*Input:*

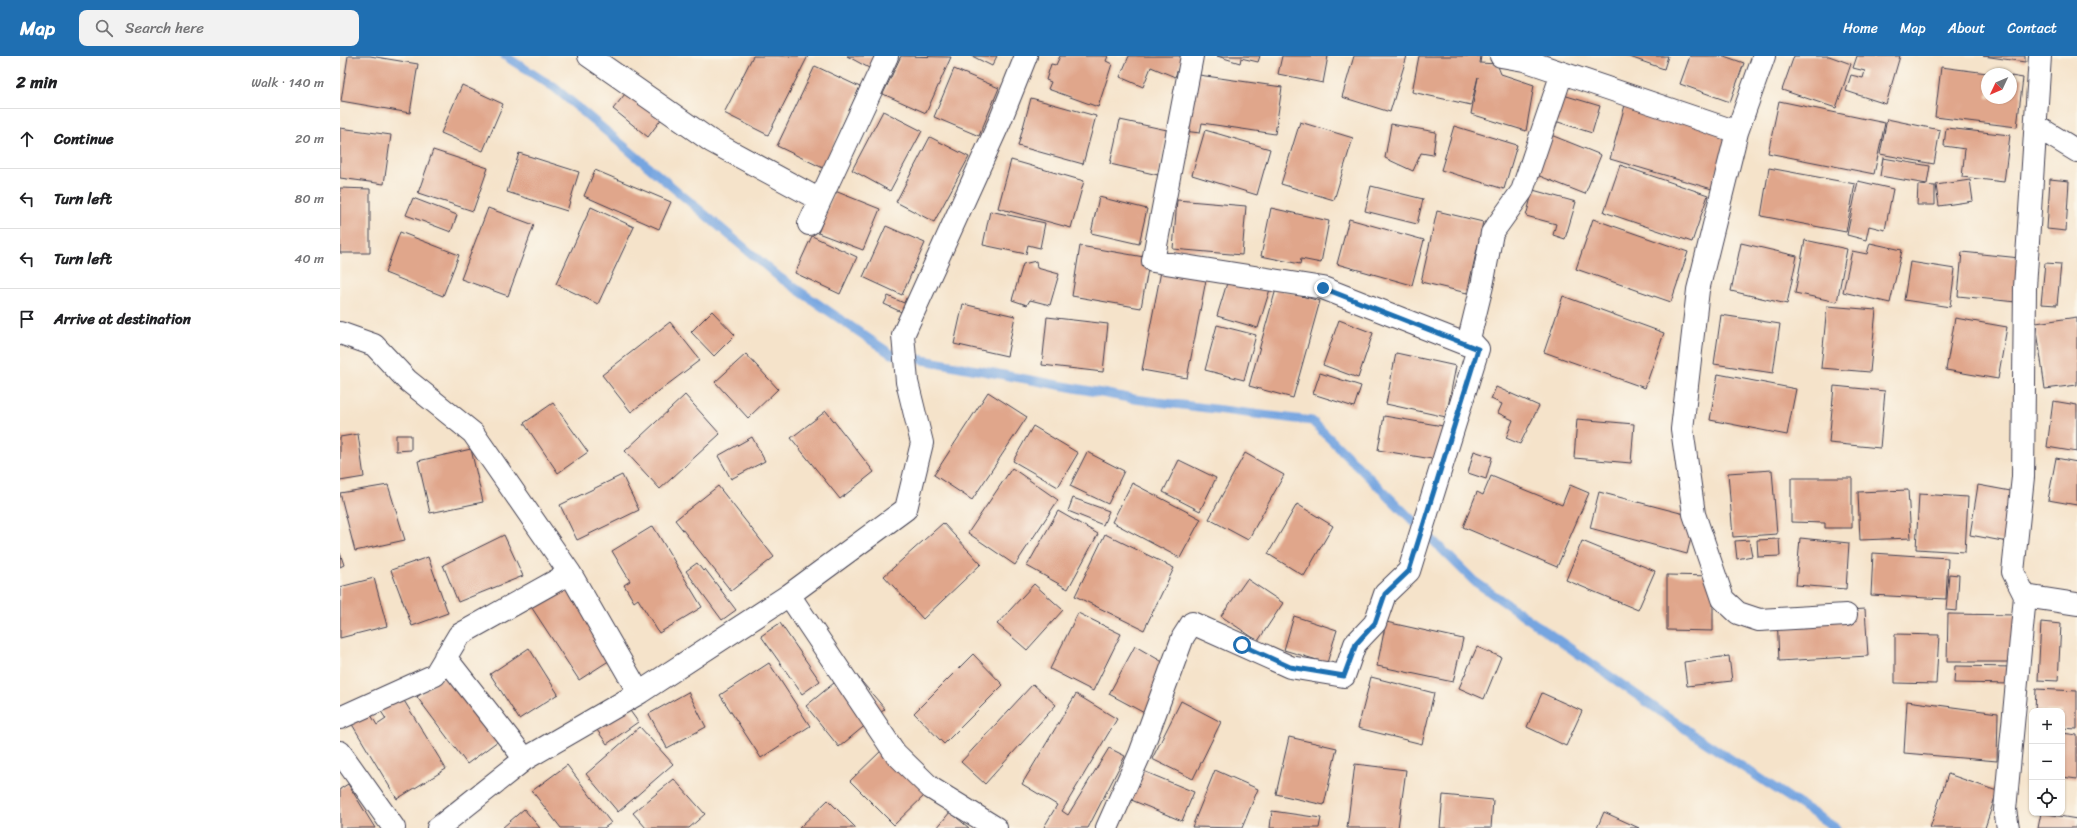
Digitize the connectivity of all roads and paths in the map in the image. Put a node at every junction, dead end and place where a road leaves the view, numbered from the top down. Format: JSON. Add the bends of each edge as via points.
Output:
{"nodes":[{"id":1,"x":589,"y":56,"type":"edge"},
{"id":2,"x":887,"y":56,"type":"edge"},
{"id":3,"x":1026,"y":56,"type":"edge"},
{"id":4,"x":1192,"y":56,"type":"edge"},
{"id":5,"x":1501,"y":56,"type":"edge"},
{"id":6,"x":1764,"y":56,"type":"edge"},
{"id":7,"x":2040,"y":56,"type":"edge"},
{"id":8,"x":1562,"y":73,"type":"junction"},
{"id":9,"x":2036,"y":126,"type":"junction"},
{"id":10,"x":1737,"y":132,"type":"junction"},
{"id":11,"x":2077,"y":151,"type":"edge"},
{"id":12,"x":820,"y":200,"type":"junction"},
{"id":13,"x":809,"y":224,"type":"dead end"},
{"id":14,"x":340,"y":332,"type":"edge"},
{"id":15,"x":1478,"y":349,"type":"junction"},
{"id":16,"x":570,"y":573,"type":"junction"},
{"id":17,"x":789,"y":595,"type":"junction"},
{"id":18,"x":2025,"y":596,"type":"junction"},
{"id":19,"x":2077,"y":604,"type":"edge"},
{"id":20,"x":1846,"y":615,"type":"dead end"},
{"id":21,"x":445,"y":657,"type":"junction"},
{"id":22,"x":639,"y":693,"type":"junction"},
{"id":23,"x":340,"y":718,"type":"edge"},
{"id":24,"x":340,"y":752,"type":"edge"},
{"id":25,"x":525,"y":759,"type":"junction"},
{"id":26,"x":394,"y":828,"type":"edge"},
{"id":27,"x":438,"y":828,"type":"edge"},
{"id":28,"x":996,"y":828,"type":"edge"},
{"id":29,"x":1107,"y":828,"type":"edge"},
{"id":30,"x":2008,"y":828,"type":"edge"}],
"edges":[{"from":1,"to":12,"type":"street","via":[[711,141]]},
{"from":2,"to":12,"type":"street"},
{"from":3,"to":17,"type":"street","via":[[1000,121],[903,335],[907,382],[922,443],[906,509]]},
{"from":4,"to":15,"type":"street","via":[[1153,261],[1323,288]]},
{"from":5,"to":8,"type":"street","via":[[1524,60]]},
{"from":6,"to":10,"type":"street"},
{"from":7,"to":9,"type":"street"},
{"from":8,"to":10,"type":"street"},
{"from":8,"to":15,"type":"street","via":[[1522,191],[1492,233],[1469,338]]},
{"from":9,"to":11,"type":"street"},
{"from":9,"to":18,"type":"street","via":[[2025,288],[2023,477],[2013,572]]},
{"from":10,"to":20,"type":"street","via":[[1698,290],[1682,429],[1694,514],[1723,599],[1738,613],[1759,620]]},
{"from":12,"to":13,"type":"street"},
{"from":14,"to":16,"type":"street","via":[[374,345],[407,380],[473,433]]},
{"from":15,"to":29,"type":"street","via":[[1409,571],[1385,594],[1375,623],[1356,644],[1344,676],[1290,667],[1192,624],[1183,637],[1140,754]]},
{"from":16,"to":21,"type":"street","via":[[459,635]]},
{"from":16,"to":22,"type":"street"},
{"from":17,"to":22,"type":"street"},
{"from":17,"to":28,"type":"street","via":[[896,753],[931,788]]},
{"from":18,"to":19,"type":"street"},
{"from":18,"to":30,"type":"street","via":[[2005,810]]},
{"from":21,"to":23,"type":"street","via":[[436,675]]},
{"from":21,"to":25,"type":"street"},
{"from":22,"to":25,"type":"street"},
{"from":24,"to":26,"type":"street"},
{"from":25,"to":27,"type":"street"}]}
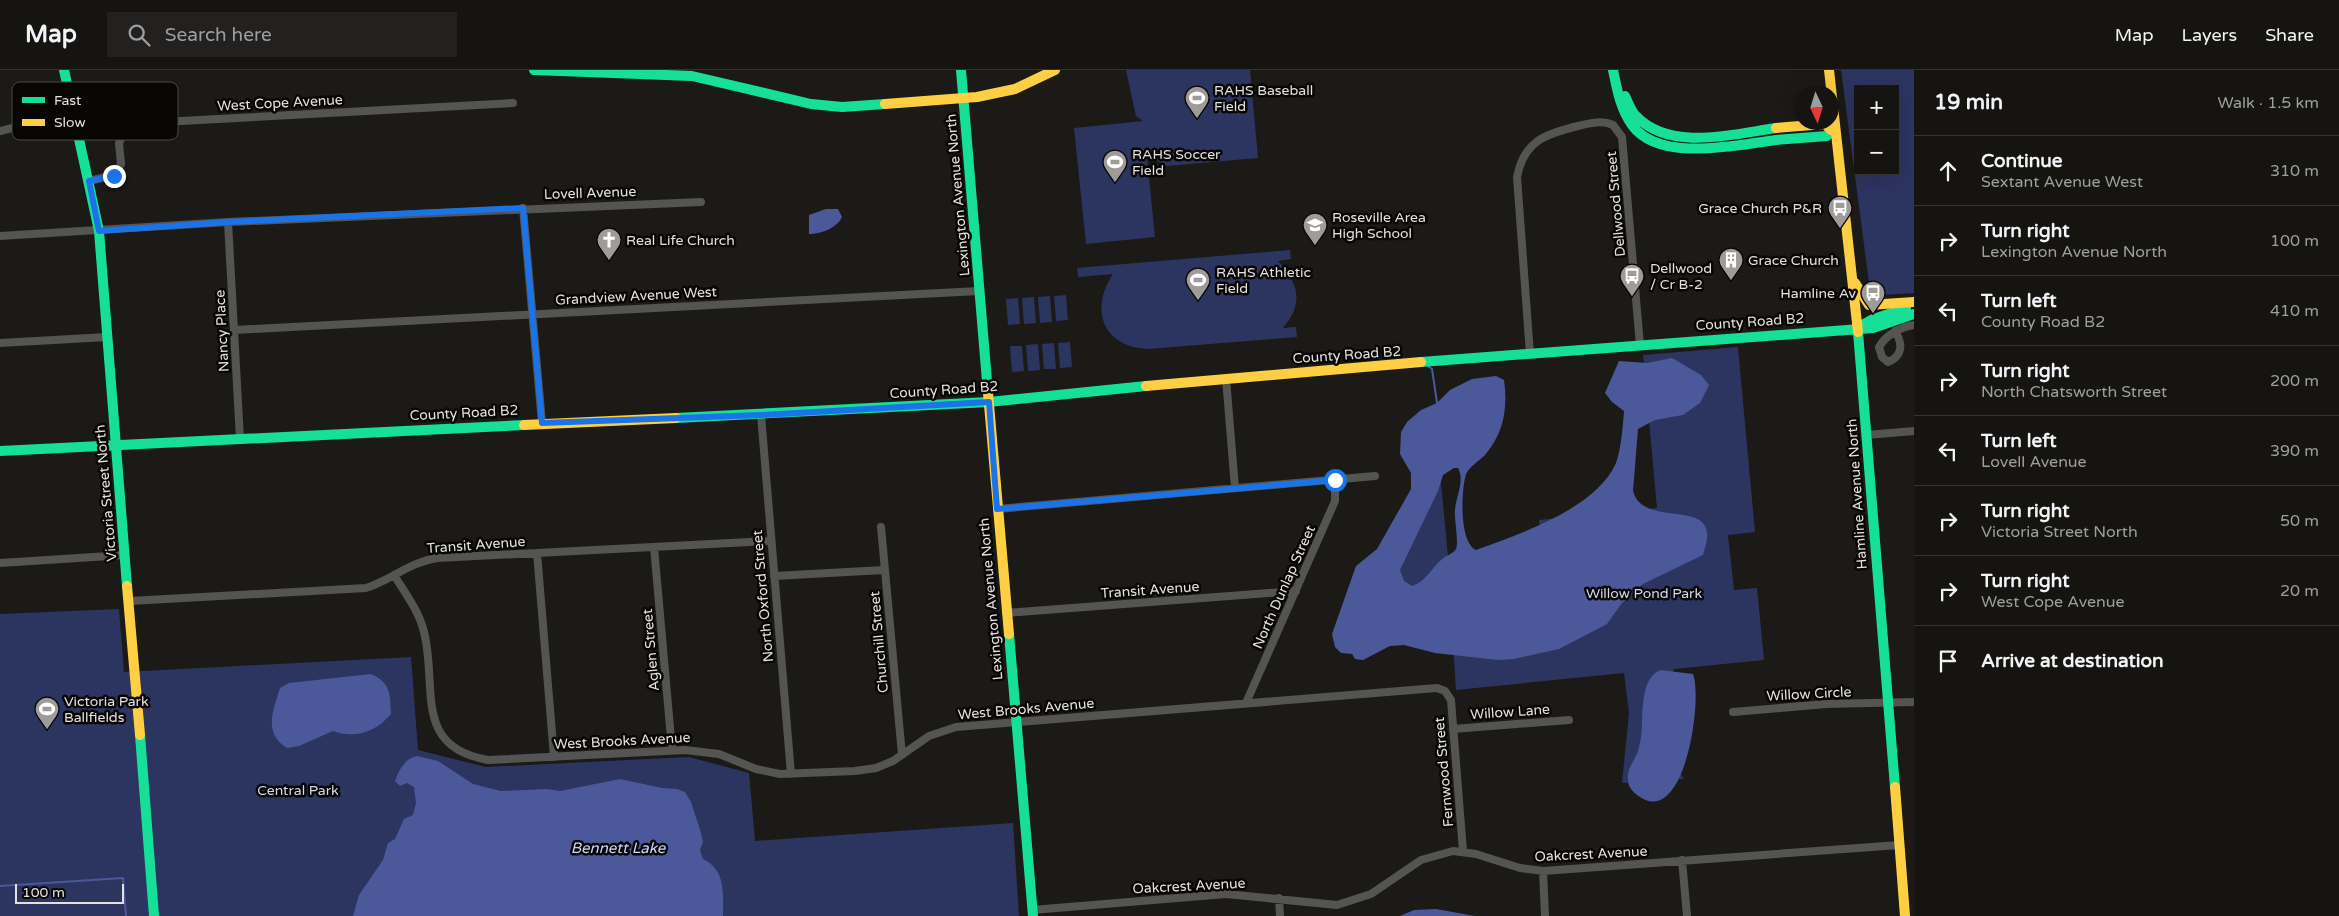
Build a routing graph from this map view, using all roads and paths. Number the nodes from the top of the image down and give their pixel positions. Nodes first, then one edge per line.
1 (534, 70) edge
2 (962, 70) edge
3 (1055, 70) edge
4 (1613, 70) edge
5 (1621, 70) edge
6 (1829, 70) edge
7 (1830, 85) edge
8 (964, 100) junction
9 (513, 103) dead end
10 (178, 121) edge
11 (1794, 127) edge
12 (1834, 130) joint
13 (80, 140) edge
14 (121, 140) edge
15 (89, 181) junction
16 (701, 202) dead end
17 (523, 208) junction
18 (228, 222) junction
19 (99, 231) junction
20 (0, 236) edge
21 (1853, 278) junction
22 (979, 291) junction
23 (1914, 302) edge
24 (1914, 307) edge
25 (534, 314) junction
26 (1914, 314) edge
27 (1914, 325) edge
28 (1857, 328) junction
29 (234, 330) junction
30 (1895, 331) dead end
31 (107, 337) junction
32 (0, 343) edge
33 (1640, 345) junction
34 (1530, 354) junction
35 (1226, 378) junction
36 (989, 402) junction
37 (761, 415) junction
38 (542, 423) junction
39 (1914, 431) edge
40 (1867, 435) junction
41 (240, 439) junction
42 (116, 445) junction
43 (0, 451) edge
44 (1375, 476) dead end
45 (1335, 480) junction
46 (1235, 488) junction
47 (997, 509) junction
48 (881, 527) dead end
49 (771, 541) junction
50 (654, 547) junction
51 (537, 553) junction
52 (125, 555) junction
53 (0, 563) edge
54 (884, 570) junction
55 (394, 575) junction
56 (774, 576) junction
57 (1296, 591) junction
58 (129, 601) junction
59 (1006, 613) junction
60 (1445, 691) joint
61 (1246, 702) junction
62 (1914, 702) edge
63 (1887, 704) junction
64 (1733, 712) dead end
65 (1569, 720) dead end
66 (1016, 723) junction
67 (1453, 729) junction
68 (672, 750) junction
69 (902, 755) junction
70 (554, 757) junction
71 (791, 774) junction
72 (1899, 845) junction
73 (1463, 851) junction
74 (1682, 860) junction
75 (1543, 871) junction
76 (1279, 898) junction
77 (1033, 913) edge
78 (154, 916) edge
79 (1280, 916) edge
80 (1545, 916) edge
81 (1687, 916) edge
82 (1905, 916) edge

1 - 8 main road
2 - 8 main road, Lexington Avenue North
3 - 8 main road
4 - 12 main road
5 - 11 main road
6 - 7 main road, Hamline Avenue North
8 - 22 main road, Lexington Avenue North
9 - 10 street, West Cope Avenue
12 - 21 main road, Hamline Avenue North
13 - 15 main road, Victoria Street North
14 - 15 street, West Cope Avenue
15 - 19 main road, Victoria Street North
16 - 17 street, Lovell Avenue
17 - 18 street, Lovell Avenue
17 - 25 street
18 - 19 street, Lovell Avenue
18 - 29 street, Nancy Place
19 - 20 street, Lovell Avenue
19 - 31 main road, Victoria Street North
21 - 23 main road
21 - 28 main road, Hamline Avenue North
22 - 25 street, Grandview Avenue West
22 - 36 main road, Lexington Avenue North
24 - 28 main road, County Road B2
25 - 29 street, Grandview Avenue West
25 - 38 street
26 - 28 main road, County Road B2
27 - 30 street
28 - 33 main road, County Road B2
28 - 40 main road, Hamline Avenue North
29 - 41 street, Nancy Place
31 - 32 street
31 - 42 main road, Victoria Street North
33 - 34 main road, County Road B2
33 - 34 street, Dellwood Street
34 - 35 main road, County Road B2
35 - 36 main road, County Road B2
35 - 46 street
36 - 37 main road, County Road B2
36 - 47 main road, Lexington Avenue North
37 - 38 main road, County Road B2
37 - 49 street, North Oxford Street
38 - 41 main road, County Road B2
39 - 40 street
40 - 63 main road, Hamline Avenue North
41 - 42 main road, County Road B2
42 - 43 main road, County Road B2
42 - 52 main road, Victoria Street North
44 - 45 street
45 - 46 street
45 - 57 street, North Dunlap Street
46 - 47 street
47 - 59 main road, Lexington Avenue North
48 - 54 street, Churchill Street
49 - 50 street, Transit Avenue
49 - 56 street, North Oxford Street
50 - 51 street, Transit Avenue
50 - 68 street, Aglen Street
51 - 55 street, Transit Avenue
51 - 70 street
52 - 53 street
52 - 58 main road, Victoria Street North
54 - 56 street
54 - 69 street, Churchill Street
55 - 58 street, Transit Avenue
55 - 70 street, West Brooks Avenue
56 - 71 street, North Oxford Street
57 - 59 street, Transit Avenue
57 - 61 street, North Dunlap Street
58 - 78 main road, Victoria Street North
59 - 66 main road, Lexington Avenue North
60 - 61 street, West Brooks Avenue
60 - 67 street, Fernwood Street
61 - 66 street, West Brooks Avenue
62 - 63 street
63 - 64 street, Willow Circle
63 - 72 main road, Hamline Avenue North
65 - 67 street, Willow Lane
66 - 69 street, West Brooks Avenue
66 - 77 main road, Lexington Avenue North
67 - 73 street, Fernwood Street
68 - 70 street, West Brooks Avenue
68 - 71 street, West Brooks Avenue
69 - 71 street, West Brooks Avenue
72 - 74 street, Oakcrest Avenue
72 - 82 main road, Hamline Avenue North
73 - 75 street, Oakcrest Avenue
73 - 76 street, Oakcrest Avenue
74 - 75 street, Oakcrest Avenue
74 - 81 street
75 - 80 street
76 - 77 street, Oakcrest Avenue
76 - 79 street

*Work task:* If a line of the records includes the string "Oakcrest", copy it out.

*Answer:*
72 - 74 street, Oakcrest Avenue
73 - 75 street, Oakcrest Avenue
73 - 76 street, Oakcrest Avenue
74 - 75 street, Oakcrest Avenue
76 - 77 street, Oakcrest Avenue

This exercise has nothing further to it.